Kelli Johnson , School of Aquatic and Fishery Sciences, University of Washington, Seattle, WA
André Punt , School of Aquatic and Fishery Sciences, University of Washington, Seattle, WA
Multispecies stock assessment frameworks that use standard statistical tools, are fit to the same data as their single-species counterparts, and can implement a single-species model as a special case are rapidly developing and may signify the path of least resistance towards an ecosystem approach to fisheries management. Nevertheless, the transition from a single-species to a multispecies framework faces many obstacles including but not limited to: a) increased data requirements, b) increased uncertainty in model output, c) decreased transparency associated with their increasing complexity, and d) a lack of methods for calculating management reference points. Here we use Monte Carlo simulation to quantify the effect of changing pre-specified weightings of compositional data on parameter estimates from a multispecies statistical catch-at-age stock assessment model. The multispecies model was fit to diet-compositions, which are often numerous and highly variable, as well as traditional length- and age-compositions.

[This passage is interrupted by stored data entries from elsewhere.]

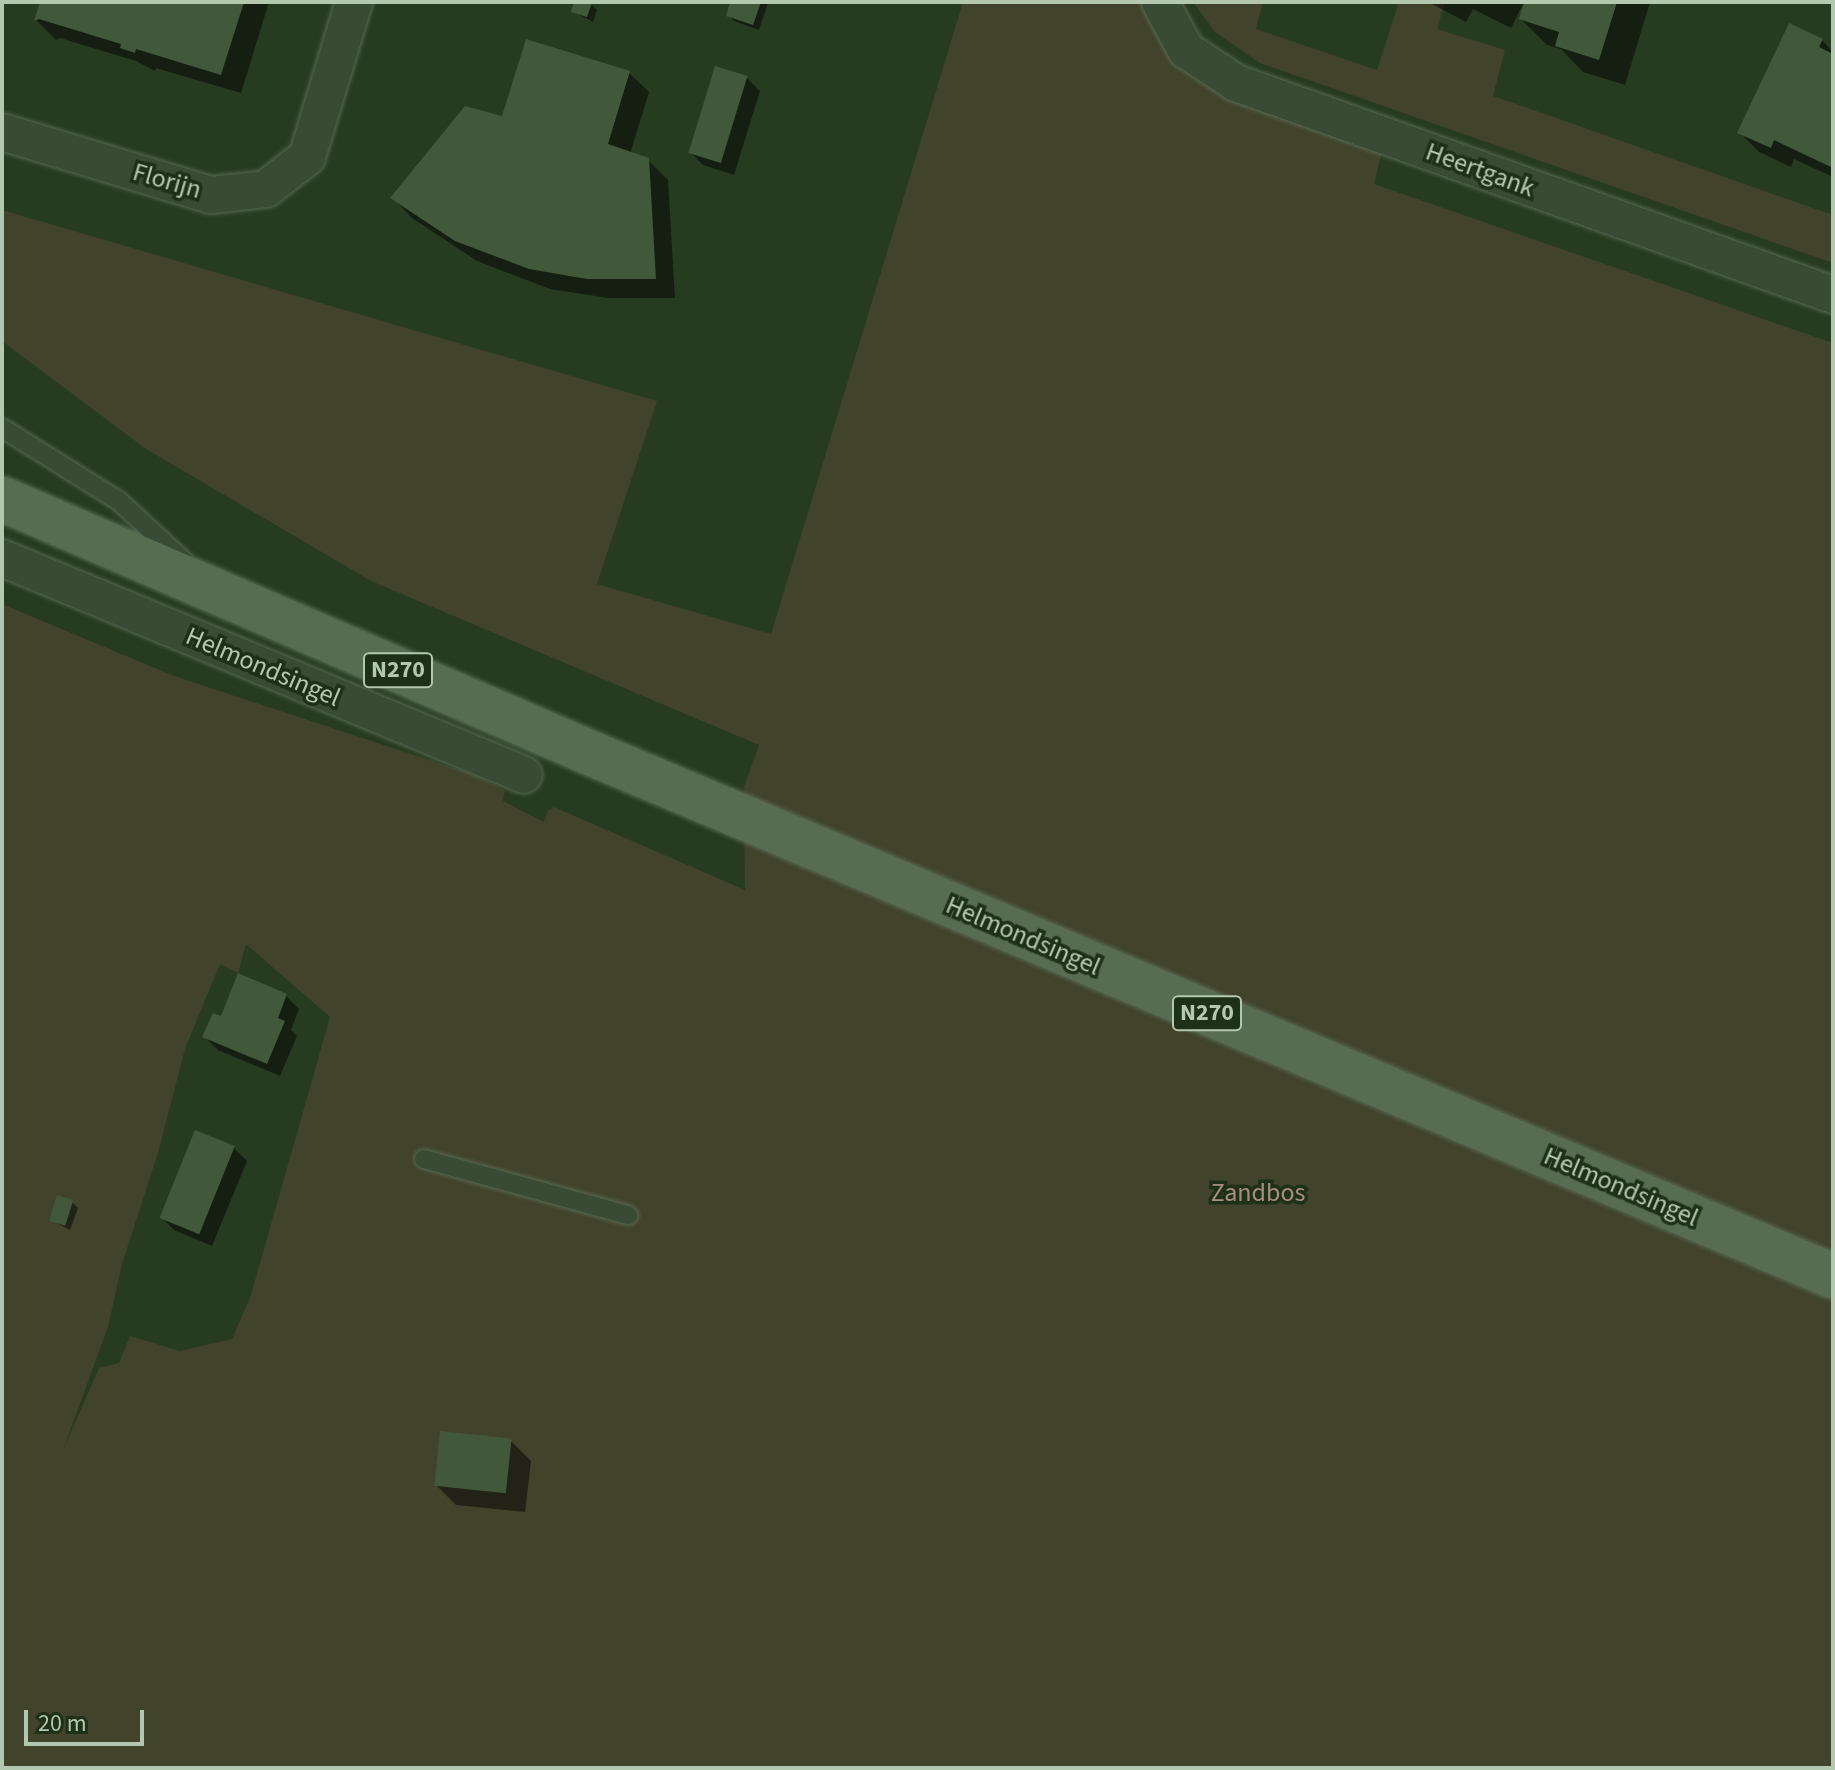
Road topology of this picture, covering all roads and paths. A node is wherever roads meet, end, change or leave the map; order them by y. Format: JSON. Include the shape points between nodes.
{"nodes":[{"id":1,"x":354,"y":2,"type":"edge"},
{"id":2,"x":1160,"y":2,"type":"edge"},
{"id":3,"x":2,"y":132,"type":"edge"},
{"id":4,"x":1833,"y":295,"type":"edge"},
{"id":5,"x":2,"y":428,"type":"edge"},
{"id":6,"x":2,"y":499,"type":"edge"},
{"id":7,"x":2,"y":558,"type":"edge"},
{"id":8,"x":216,"y":590,"type":"junction"},
{"id":9,"x":524,"y":775,"type":"dead end"},
{"id":10,"x":424,"y":1159,"type":"dead end"},
{"id":11,"x":628,"y":1215,"type":"dead end"},
{"id":12,"x":1833,"y":1276,"type":"edge"}],
"edges":[{"from":1,"to":3,"type":"street","name":"Florijn","via":[[307,157],[266,189],[211,195]]},
{"from":2,"to":4,"type":"street","name":"Heertgank","via":[[1186,50],[1236,83]]},
{"from":5,"to":8,"type":"lane","name":"Helmondsingel","via":[[119,501]]},
{"from":6,"to":8,"type":"main road","name":"Helmondsingel","number":"N270"},
{"from":7,"to":9,"type":"street","name":"Helmondsingel"},
{"from":8,"to":12,"type":"main road","name":"Helmondsingel","number":"N270"},
{"from":10,"to":11,"type":"lane"}]}
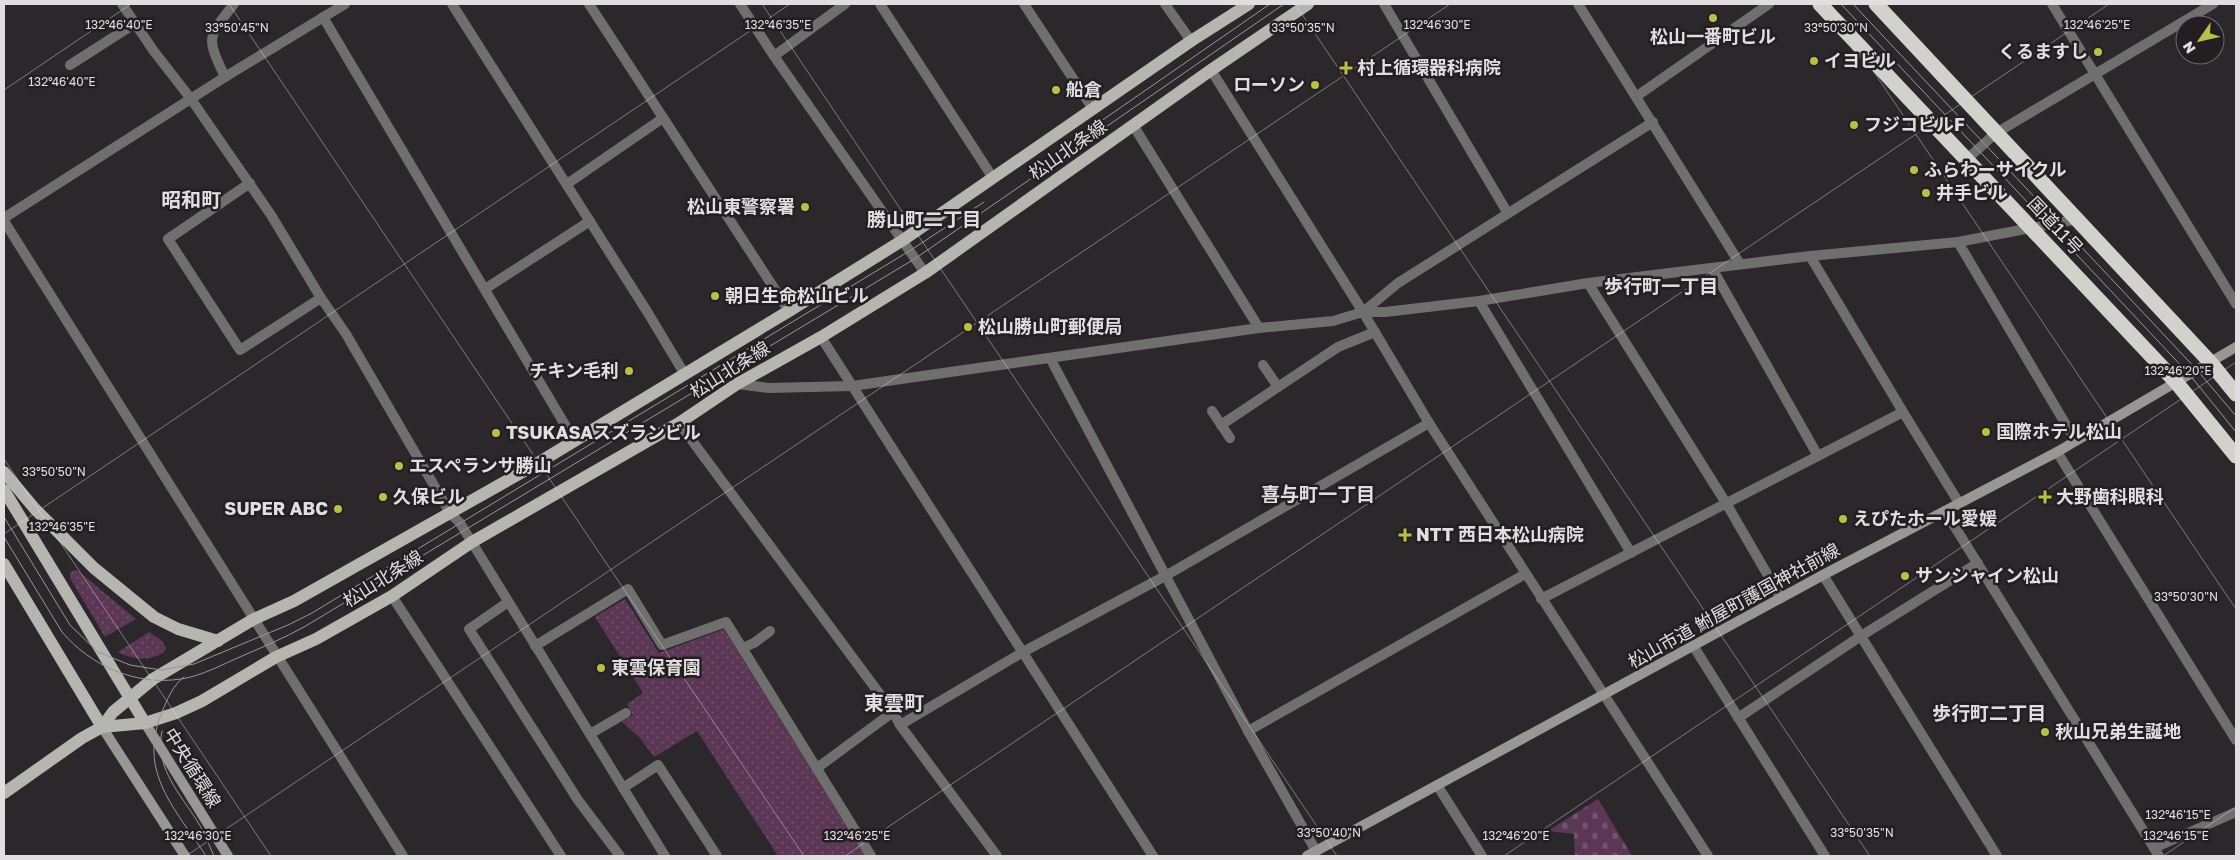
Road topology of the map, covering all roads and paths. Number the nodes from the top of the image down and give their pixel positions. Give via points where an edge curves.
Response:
1 (122, 4) edge
2 (234, 4) edge
3 (345, 4) edge
4 (452, 4) edge
5 (588, 4) edge
6 (740, 4) edge
7 (845, 4) edge
8 (880, 4) edge
9 (1024, 4) edge
10 (1165, 4) edge
11 (1249, 4) edge
12 (1308, 4) edge
13 (1384, 4) edge
14 (1578, 4) edge
15 (1769, 4) edge
16 (1876, 4) edge
17 (2052, 4) edge
18 (2212, 4) edge
19 (1828, 6) edge
20 (323, 17) junction
21 (134, 24) junction
22 (1191, 41) junction
23 (774, 56) junction
24 (70, 65) dead end
25 (1211, 70) junction
26 (2096, 73) junction
27 (225, 77) junction
28 (1637, 96) junction
29 (192, 99) junction
30 (1093, 109) junction
31 (663, 118) junction
32 (1652, 122) junction
33 (1133, 125) junction
34 (1996, 133) junction
35 (1967, 159) junction
36 (993, 178) junction
37 (250, 183) junction
38 (567, 184) junction
39 (1507, 212) junction
40 (4, 219) edge
41 (2078, 219) junction
42 (590, 221) junction
43 (2032, 228) junction
44 (903, 240) junction
45 (1958, 242) junction
46 (1810, 256) junction
47 (1740, 264) junction
48 (1712, 268) junction
49 (925, 273) junction
50 (1588, 283) junction
51 (485, 289) junction
52 (321, 298) junction
53 (1479, 301) junction
54 (2236, 304) edge
55 (790, 311) junction
56 (1363, 312) junction
57 (1259, 328) junction
58 (1375, 332) junction
59 (821, 337) junction
60 (2236, 347) edge
61 (1050, 358) junction
62 (2210, 362) junction
63 (1263, 365) dead end
64 (684, 373) junction
65 (2176, 382) junction
66 (737, 384) junction
67 (852, 386) junction
68 (1278, 387) junction
69 (2236, 394) edge
70 (1212, 411) dead end
71 (1903, 412) junction
72 (679, 423) junction
73 (1429, 423) junction
74 (1221, 425) junction
75 (1230, 438) dead end
76 (574, 440) junction
77 (2075, 440) junction
78 (2057, 452) junction
79 (1818, 456) junction
80 (2236, 456) edge
81 (4, 472) edge
82 (4, 490) edge
83 (1726, 503) junction
84 (1959, 503) junction
85 (1945, 510) junction
86 (450, 513) junction
87 (472, 542) junction
88 (1630, 553) junction
89 (1978, 563) junction
90 (4, 564) edge
91 (1525, 574) junction
92 (1167, 575) junction
93 (1823, 575) junction
94 (392, 596) junction
95 (1781, 598) junction
96 (1541, 599) junction
97 (508, 602) junction
98 (254, 619) junction
99 (770, 631) dead end
100 (1861, 636) junction
101 (218, 641) junction
102 (535, 646) junction
103 (1694, 647) junction
104 (742, 648) junction
105 (1024, 652) junction
106 (276, 657) junction
107 (1605, 695) junction
108 (130, 698) junction
109 (893, 712) junction
110 (626, 713) dead end
111 (1738, 718) junction
112 (145, 723) junction
113 (900, 726) junction
114 (102, 727) junction
115 (1248, 731) junction
116 (590, 734) junction
117 (2236, 740) edge
118 (816, 768) junction
119 (1437, 785) junction
120 (623, 788) junction
121 (4, 793) edge
122 (2236, 812) edge
123 (2156, 852) edge
124 (1312, 854) edge
125 (186, 856) edge
126 (228, 856) edge
127 (403, 856) edge
128 (561, 856) edge
129 (620, 856) edge
130 (664, 856) edge
131 (717, 856) edge
132 (872, 856) edge
133 (997, 856) edge
134 (1153, 856) edge
135 (1482, 856) edge
136 (1708, 856) edge
137 (1825, 856) edge
138 (1997, 856) edge

1 - 21 street
2 - 27 street via 216,24 212,35 212,50
3 - 20 street
4 - 38 street
5 - 31 street
6 - 23 street
7 - 23 street
8 - 36 street
9 - 30 street
10 - 22 street
11 - 22 main road, 松山北条線
12 - 25 main road, 松山北条線
13 - 39 street
14 - 28 street
15 - 28 street
16 - 34 highway, 国道11号
17 - 26 street
18 - 26 street
19 - 35 highway, 国道11号
20 - 27 street
20 - 51 street
21 - 24 street
21 - 29 street
22 - 30 main road, 松山北条線
23 - 44 street
25 - 33 main road, 松山北条線
25 - 56 street
26 - 34 street
26 - 54 street
27 - 29 street
28 - 32 street
29 - 37 street
29 - 40 street
30 - 36 main road, 松山北条線
31 - 38 street
31 - 55 street
32 - 39 street
32 - 47 street
33 - 49 main road, 松山北条線
33 - 57 street
34 - 35 street
34 - 41 highway, 国道11号
35 - 43 highway, 国道11号
36 - 44 main road, 松山北条線
37 - 52 street
37 - 52 street via 168,239 240,350
38 - 42 street
39 - 56 street via 1398,283
40 - 98 street
41 - 43 street
41 - 62 highway, 国道11号
42 - 51 street
42 - 64 street
43 - 45 street
43 - 65 highway, 国道11号
44 - 49 street
44 - 55 main road, 松山北条線
45 - 46 street
45 - 77 street
46 - 47 street
46 - 71 street
47 - 48 street
48 - 50 street
48 - 79 street
49 - 59 main road, 松山北条線
50 - 53 street
50 - 83 street
51 - 76 street
52 - 86 street via 346,334
53 - 56 street
53 - 88 street
55 - 64 main road, 松山北条線
56 - 57 street via 1333,321
56 - 58 street
57 - 61 street
58 - 68 street via 1338,348
58 - 73 street
59 - 66 main road, 松山北条線
59 - 67 street
60 - 62 street, 松山市道 鮒屋町護国神社前線
61 - 67 street
61 - 92 street
62 - 65 street, 松山市道 鮒屋町護国神社前線
62 - 69 highway, 国道11号
63 - 68 street
64 - 76 main road, 松山北条線
65 - 77 street, 松山市道 鮒屋町護国神社前線
65 - 80 highway, 国道11号
66 - 67 street via 769,388
66 - 72 main road, 松山北条線
67 - 105 street
68 - 74 street
70 - 74 street
71 - 79 street
71 - 84 street
72 - 87 main road, 松山北条線
72 - 109 street
73 - 91 street
73 - 92 street
74 - 75 street
76 - 86 main road, 松山北条線
77 - 78 street, 松山市道 鮒屋町護国神社前線
78 - 84 street, 松山市道 鮒屋町護国神社前線
78 - 117 street
79 - 83 street
81 - 101 main road via 35,509 94,568 154,617 178,629
82 - 108 main road
83 - 88 street
83 - 95 street
84 - 85 street, 松山市道 鮒屋町護国神社前線
85 - 89 street
85 - 93 street, 松山市道 鮒屋町護国神社前線
86 - 87 street
86 - 98 main road, 松山北条線
87 - 94 main road, 松山北条線
87 - 97 street
88 - 96 street
89 - 100 street
89 - 123 street
90 - 114 main road
91 - 96 street
91 - 115 street
92 - 105 street
92 - 115 street
93 - 95 street, 松山市道 鮒屋町護国神社前線
93 - 100 street
94 - 106 main road, 松山北条線 via 316,639
94 - 128 street
95 - 103 street, 松山市道 鮒屋町護国神社前線
96 - 107 street
97 - 102 street
97 - 129 street via 469,629 578,800
98 - 101 main road, 松山北条線
98 - 106 street
99 - 104 street
100 - 111 street
100 - 138 street
101 - 108 main road, 松山北条線 via 153,679
102 - 104 street via 628,589 662,644 726,622
102 - 116 street
103 - 107 street, 松山市道 鮒屋町護国神社前線
103 - 111 street
104 - 118 street
105 - 113 street
105 - 134 street
106 - 112 main road, 松山北条線 via 202,701
106 - 127 street
107 - 119 street, 松山市道 鮒屋町護国神社前線
107 - 136 street
108 - 112 main road
108 - 114 main road, 松山北条線 via 113,712
109 - 113 street
109 - 118 street
110 - 116 street
111 - 137 street
112 - 114 main road, 松山北条線
112 - 126 street, 中央循環線
113 - 133 street
114 - 121 main road, 松山北条線
114 - 125 street
115 - 124 street
116 - 120 street
118 - 132 street
119 - 124 street, 松山市道 鮒屋町護国神社前線
119 - 135 street
120 - 130 street
120 - 131 street via 658,765
122 - 123 street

Weighting of diet-compositions, used to calculate relationships between predators and their prey, can magnify changes in parameter estimates compared to the outcomes from weighting traditional length- and age-compositions. Adjusting weights had the largest impact on estimates of recruitment. This work should be of interest to both stock assessment scientists and fisheries managers given that biased estimates of recruitment can lead to ill-informed management reference points.